The states are not the only casualties of the tumbling oil price and revenue. As pointed out by Obi, it will have implications for the national budget and the Sovereign Wealth Fund, which now stands at $2.5 billion. All of these will no doubt put pressure on the government. The search for palliatives has reopened calls for the withdrawal of oil subsidy. But like many other Nigerians, who believe that subsidy only fuels corruption, Obi rather expects government to make petroleum products available by getting the refineries to work and even building new ones; ensure that the relevant infrastructure are in place to guarantee efficient distribution of the products; and increasingly professionalize the NNPC to ensure that it delivers on its role as a regulator of the oil industry.

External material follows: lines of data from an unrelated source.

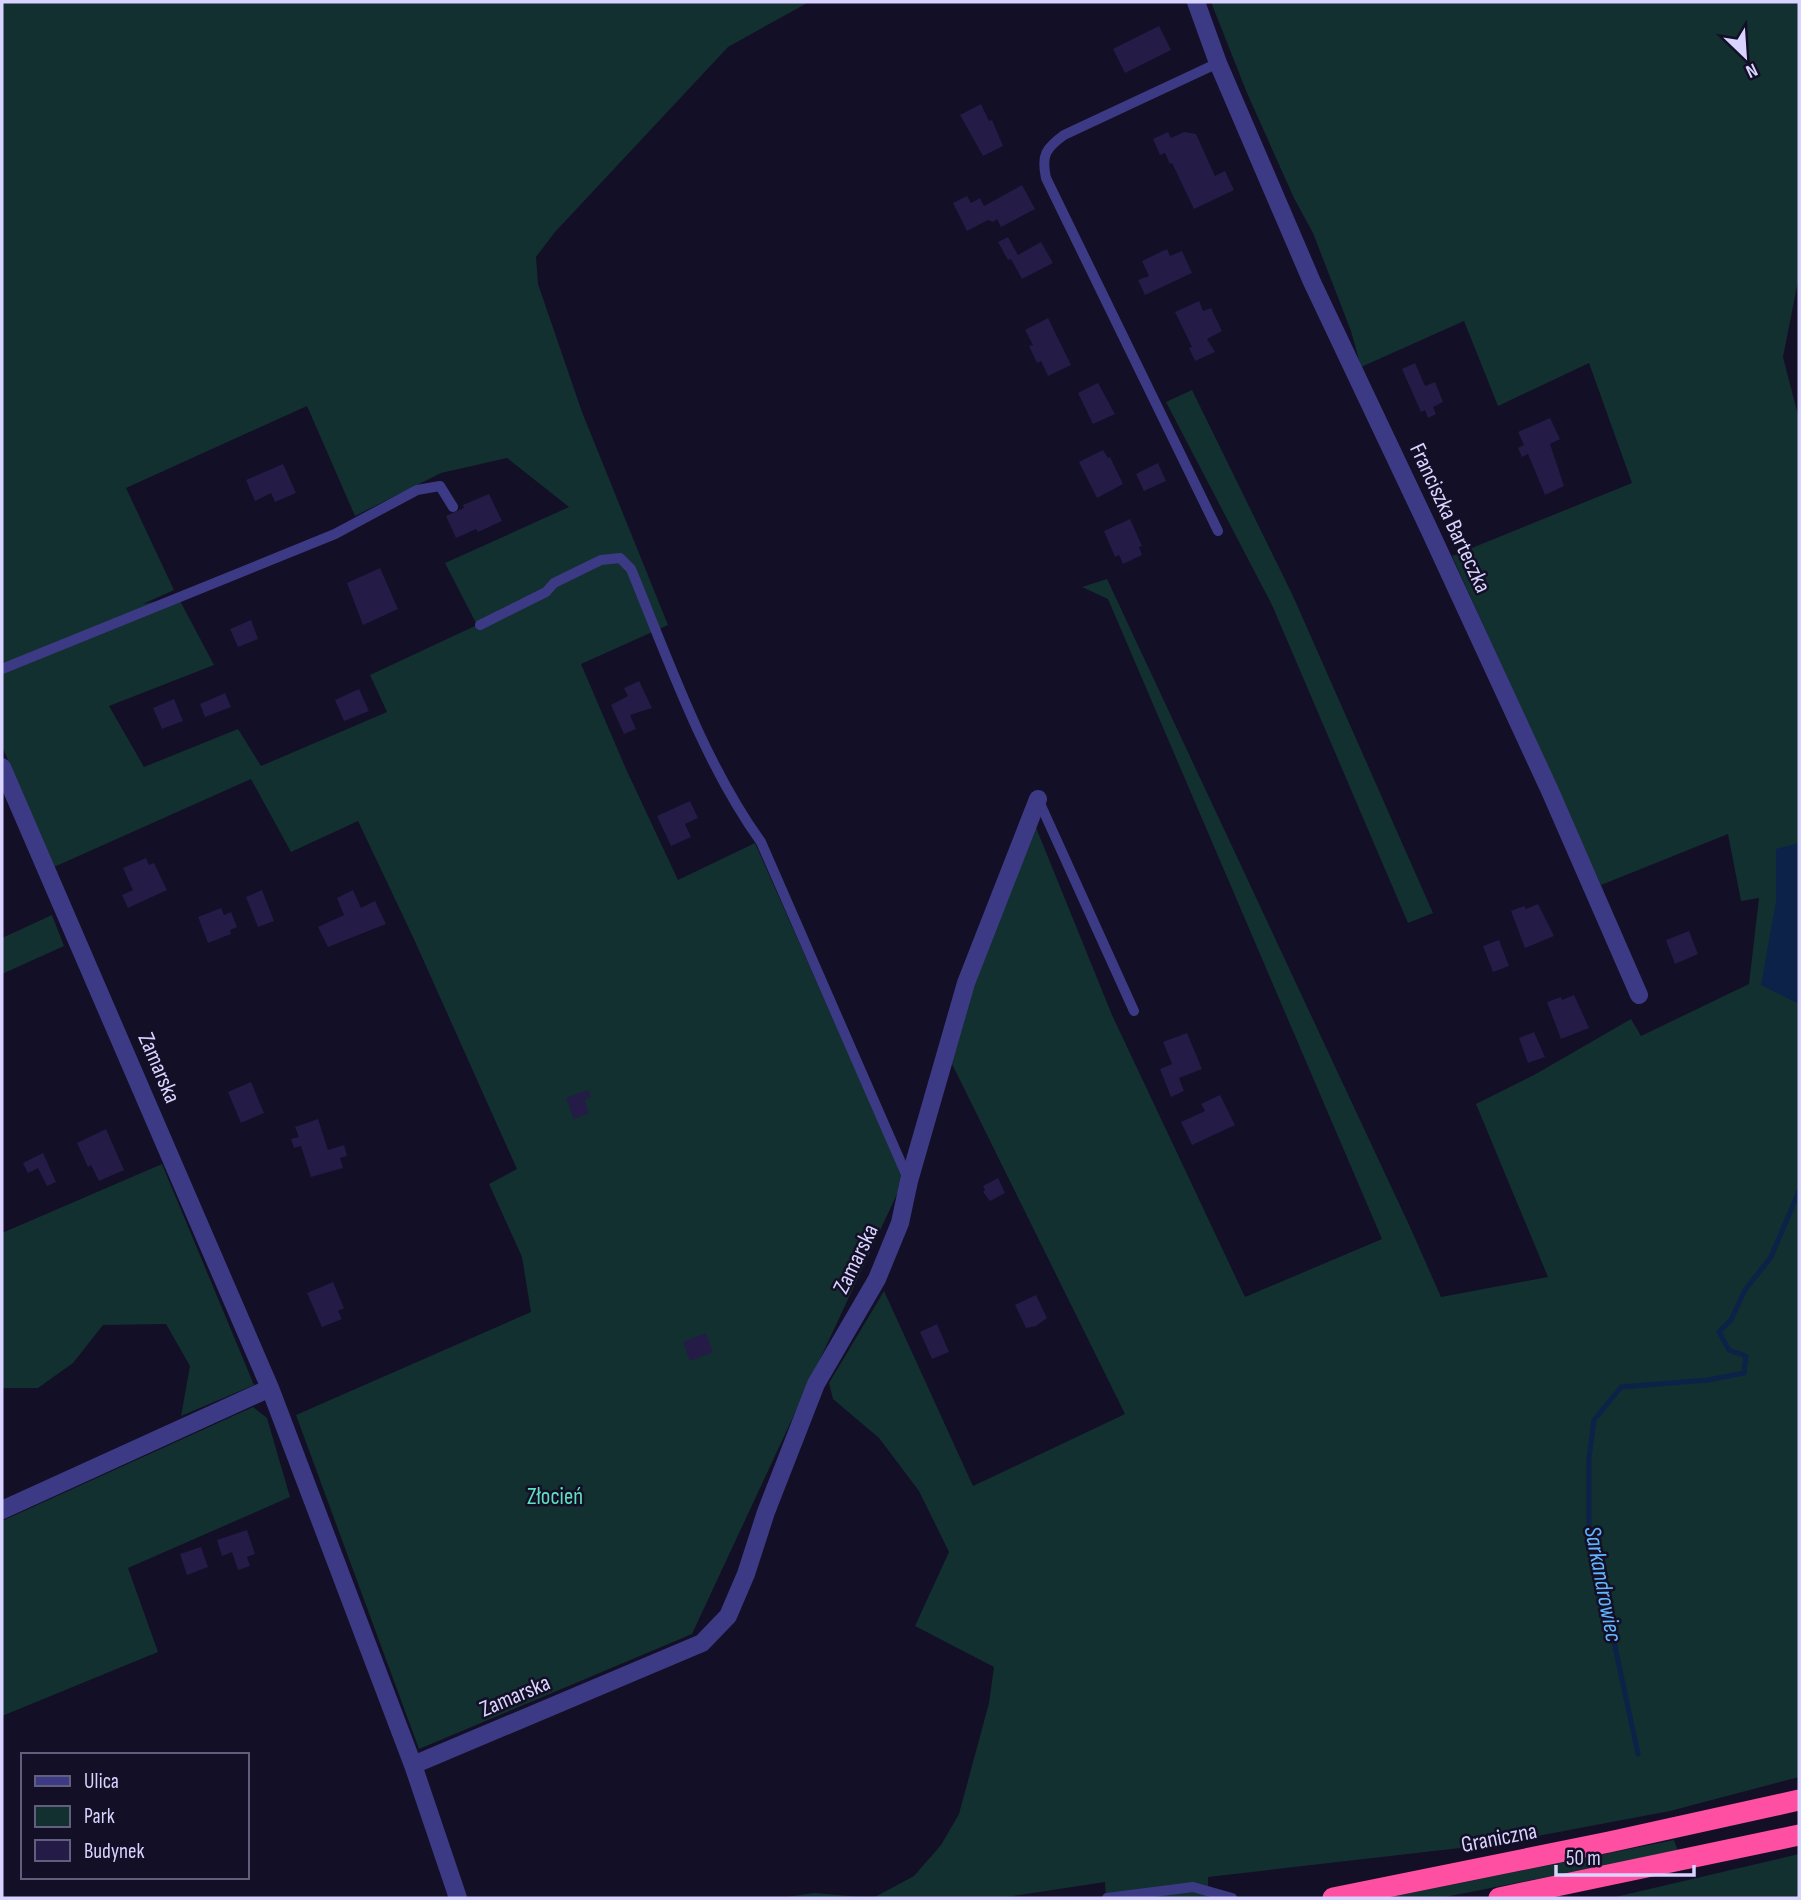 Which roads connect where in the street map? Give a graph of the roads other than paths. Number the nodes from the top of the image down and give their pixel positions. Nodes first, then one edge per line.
1 (1196, 2) edge
2 (1218, 62) junction
3 (453, 507) dead end
4 (1218, 531) dead end
5 (480, 625) dead end
6 (2, 669) edge
7 (2, 767) edge
8 (1038, 799) joint
9 (1639, 995) dead end
10 (1134, 1011) dead end
11 (909, 1181) junction
12 (270, 1388) junction
13 (2, 1510) edge
14 (413, 1765) junction
15 (1799, 1800) edge
16 (1799, 1835) edge
17 (458, 1898) edge
18 (1107, 1898) edge
19 (1233, 1898) edge
20 (1333, 1898) edge
21 (1499, 1898) edge

1 - 2 street, Franciszka Barteczka
2 - 4 lane
2 - 9 street, Franciszka Barteczka
3 - 6 lane
5 - 11 lane
7 - 12 street, Zamarska
8 - 10 lane, Zamarska
8 - 11 street, Zamarska
11 - 14 street, Zamarska
12 - 13 street
12 - 14 street, Zamarska
14 - 17 street, Zamarska
15 - 20 highway, Graniczna
16 - 21 highway
18 - 19 lane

Similarly, Gbenga Aina, a financial analyst is of the view that the decline in the price of crude oil should be used by the federal government to phase out fuel subsidies to petroleum marketers because it is not sustainable. He also believes that the country would suffer a great economic crisis if there are no concrete plans to deal with the situation. According to him, the country would witness recession if certain steps are not taken, one of which is that government must cut down on its skyrocketing expenses.

For Peter Adebayo, a chartered accountant, except Nigeria faces the reality of diversifying its economy from reliance on oil as a major revenue earner and develop capacity in other areas like agriculture, mining and solid minerals the future may remain bleak. “If we have four refineries that are not operating at full capacities and we take delight in exporting our crude and again import back as refined products at high costs, I wonder the kind of future our leaders desire for this country,” Adebayo lamented.

Francis Kudaya, a management consultant takes a slightly different position, suggesting that the government can consider a total withdrawal or further reduction of oil subsidy so that the it will have more revenue to stand the shock arising from oil price. He also believes that for states that depend largely on federal allocation, this is a time to be creative in terms of improving on their IGR as they will require money for capital and recurrent expenditure. For as long as the slide in oil price continues, the states and the local governments will continue to be at the receiving end.